The World Wide Web has become the primary repository for all
information: scientific, business and entertainment. Too much
information is worse than not enough information because of
the lack of any central authority to validate and authenticate
the content. The authors of the Web pages are not aware of the
ways their content is used. The innocent information published
on the Web could be used for a malicious purpose. Some implications
of our approach are that the author of a webpage cannot completely
define that document's semantics and that semantics emerge through
use. Contextual document semantics emerge through identification
of various users' browsing paths though this multimedia collection.
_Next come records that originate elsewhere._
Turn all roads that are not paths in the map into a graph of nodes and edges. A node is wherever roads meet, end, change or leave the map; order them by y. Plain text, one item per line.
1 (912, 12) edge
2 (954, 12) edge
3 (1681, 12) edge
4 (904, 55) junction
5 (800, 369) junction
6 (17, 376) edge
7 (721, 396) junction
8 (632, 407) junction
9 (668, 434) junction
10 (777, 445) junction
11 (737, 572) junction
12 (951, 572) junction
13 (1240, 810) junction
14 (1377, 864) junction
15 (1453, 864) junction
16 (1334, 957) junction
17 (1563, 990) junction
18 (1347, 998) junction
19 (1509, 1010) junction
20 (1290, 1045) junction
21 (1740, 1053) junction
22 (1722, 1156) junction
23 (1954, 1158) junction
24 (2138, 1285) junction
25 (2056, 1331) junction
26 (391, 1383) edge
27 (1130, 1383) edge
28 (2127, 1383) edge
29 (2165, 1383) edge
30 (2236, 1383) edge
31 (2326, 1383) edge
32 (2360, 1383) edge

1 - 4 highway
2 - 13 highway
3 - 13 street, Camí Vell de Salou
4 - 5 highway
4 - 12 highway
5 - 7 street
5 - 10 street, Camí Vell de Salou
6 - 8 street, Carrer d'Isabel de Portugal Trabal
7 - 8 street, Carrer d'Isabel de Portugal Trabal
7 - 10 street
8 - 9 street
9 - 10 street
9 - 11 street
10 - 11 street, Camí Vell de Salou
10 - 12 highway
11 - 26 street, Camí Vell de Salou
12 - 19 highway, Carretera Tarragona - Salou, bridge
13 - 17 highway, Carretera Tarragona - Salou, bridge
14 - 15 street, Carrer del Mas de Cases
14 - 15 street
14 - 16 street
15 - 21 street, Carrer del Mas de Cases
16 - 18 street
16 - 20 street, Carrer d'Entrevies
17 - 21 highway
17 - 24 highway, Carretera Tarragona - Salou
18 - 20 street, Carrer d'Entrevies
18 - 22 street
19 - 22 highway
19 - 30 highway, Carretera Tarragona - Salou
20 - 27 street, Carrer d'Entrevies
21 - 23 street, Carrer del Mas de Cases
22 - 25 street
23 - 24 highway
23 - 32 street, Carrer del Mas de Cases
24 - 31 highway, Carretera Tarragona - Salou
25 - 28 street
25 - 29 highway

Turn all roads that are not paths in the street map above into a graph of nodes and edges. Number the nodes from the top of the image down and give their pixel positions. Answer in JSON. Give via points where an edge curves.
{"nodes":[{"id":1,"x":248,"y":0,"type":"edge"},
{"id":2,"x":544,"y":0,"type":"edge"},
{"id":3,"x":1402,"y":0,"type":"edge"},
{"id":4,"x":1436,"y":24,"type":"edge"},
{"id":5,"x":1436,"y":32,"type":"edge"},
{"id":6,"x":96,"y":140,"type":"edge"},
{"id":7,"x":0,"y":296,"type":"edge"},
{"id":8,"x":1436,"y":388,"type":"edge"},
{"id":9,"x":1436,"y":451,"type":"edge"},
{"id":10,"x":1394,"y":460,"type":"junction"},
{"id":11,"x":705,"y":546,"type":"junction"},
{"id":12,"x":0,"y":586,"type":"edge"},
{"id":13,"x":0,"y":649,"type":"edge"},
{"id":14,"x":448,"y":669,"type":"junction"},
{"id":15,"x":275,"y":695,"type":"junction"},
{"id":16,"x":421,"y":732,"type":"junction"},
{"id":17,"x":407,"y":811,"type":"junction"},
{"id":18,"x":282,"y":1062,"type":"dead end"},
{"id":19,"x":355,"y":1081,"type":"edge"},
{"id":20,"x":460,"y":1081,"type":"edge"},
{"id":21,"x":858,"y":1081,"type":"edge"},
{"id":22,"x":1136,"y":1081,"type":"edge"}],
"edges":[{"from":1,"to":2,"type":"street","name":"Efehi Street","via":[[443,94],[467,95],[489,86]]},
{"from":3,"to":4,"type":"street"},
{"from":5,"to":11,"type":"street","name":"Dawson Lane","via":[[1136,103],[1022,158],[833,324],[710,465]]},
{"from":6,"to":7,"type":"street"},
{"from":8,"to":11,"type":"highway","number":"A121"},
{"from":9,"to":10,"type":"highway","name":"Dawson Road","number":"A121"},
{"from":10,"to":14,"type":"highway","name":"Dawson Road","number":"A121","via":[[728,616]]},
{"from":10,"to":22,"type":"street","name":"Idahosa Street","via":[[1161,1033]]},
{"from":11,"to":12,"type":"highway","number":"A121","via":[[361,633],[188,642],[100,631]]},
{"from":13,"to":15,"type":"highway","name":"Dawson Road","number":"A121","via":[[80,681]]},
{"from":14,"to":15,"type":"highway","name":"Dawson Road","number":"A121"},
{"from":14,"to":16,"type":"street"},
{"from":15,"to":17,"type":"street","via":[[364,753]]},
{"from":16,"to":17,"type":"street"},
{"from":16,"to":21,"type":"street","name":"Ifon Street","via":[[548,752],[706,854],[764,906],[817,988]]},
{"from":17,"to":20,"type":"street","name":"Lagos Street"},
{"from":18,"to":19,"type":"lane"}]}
In this paper, we present techniques that use multimedia information
as part of this determination. This effort is an attempt to
derive the semantics of web pages using the users' browsing
paths. The effort includes analysis of the link information
along with the actual users' navigation paths to derive emergent
semantics of the Web pages that may not have been intended by
the author of the web page. Each Web page has some meaning that
can be derived from the static link analysis of the connected
graph generated using the incoming and outgoing links. This
is the approach used by most search engines. Our research effort
is focused on the dynamic link analysis of the users' browsing
paths.
The primary goal is to derive the emergent semantics of the
page(s) using the Web browsing patterns of the users. The ultimate
goal is to derive the semantics of the browsing path of the
user. In case of a search engine, a user enters a query string
and the search engine retrieves a list of URLs that match the
query in the order or relevance. Our research can be considered
as the reciprocal of a search engine: where the problem is to
derive the semantics given the ordered sequence of Web pages
visited by a user. Using an iterative process, we derive the
semantic breakpoints of long browsing paths. This identifies
short sub-paths with uniform semantics. Using the coherent uniform
semantics exhibited by the sub-path, we attempt to derive the
high level semantics from the Web activity of a user. With additional
training data, specific application of this research leads to
the terrorist trend detection. The Web usage log data is used
for this analysis. Using WordNet database for high-level concepts,
we attempt to derive high-level semantics. Preliminary research
results show promising results.
A typical user these days has several windows open and has
several browser sessions, several instant messaging windows
and at least one email client. The event driven activity of
the user can be analyzed only when every single activity of
the user is monitored instead of just analyzing the Web usage
logs as studied by most Web mining efforts. The context of the
browsing activity is entirely dependent on the various other
events occurring from the various applications opened by the
user. Our research currently focuses on the Web browsing paths
only. It is just a matter of sniffing other ports to process
other network activity like instant messaging and emails. However,
we are ignoring the various other events that could contribute
to the activity like multiple computers at the user's desk,
a telephone call from another user, an event/alarm from a calendar/palm-pilot
etc.
|